Top of PROVIDED RECORDS

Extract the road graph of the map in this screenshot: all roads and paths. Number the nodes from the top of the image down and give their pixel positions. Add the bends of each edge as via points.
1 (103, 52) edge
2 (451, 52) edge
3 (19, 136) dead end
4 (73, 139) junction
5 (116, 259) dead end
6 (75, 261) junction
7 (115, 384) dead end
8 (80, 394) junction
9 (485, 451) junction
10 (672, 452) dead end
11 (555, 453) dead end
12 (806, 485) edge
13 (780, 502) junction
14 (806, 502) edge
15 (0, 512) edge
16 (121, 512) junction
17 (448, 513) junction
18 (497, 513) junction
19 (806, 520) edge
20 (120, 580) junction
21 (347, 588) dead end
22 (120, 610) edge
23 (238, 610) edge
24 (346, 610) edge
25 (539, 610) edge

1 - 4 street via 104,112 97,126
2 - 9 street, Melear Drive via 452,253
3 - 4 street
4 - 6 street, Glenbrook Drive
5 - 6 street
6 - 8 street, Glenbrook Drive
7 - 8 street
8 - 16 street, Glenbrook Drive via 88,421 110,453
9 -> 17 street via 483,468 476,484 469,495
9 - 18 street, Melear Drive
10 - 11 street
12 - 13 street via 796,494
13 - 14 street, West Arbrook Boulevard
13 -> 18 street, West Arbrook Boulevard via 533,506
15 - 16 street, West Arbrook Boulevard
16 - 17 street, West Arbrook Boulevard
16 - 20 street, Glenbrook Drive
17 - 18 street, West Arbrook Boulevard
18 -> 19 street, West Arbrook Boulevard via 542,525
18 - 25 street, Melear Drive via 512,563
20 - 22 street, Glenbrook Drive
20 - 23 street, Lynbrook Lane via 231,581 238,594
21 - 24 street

Bottom of PROVIDED RECORDS

WORK INSTRUCTIONS |
Return the records exactly, character for character.

PROBLEM SOLUTION |
Extract the road graph of the map in this screenshot: all roads and paths. Number the nodes from the top of the image down and give their pixel positions. Add the bends of each edge as via points.
1 (103, 52) edge
2 (451, 52) edge
3 (19, 136) dead end
4 (73, 139) junction
5 (116, 259) dead end
6 (75, 261) junction
7 (115, 384) dead end
8 (80, 394) junction
9 (485, 451) junction
10 (672, 452) dead end
11 (555, 453) dead end
12 (806, 485) edge
13 (780, 502) junction
14 (806, 502) edge
15 (0, 512) edge
16 (121, 512) junction
17 (448, 513) junction
18 (497, 513) junction
19 (806, 520) edge
20 (120, 580) junction
21 (347, 588) dead end
22 (120, 610) edge
23 (238, 610) edge
24 (346, 610) edge
25 (539, 610) edge

1 - 4 street via 104,112 97,126
2 - 9 street, Melear Drive via 452,253
3 - 4 street
4 - 6 street, Glenbrook Drive
5 - 6 street
6 - 8 street, Glenbrook Drive
7 - 8 street
8 - 16 street, Glenbrook Drive via 88,421 110,453
9 -> 17 street via 483,468 476,484 469,495
9 - 18 street, Melear Drive
10 - 11 street
12 - 13 street via 796,494
13 - 14 street, West Arbrook Boulevard
13 -> 18 street, West Arbrook Boulevard via 533,506
15 - 16 street, West Arbrook Boulevard
16 - 17 street, West Arbrook Boulevard
16 - 20 street, Glenbrook Drive
17 - 18 street, West Arbrook Boulevard
18 -> 19 street, West Arbrook Boulevard via 542,525
18 - 25 street, Melear Drive via 512,563
20 - 22 street, Glenbrook Drive
20 - 23 street, Lynbrook Lane via 231,581 238,594
21 - 24 street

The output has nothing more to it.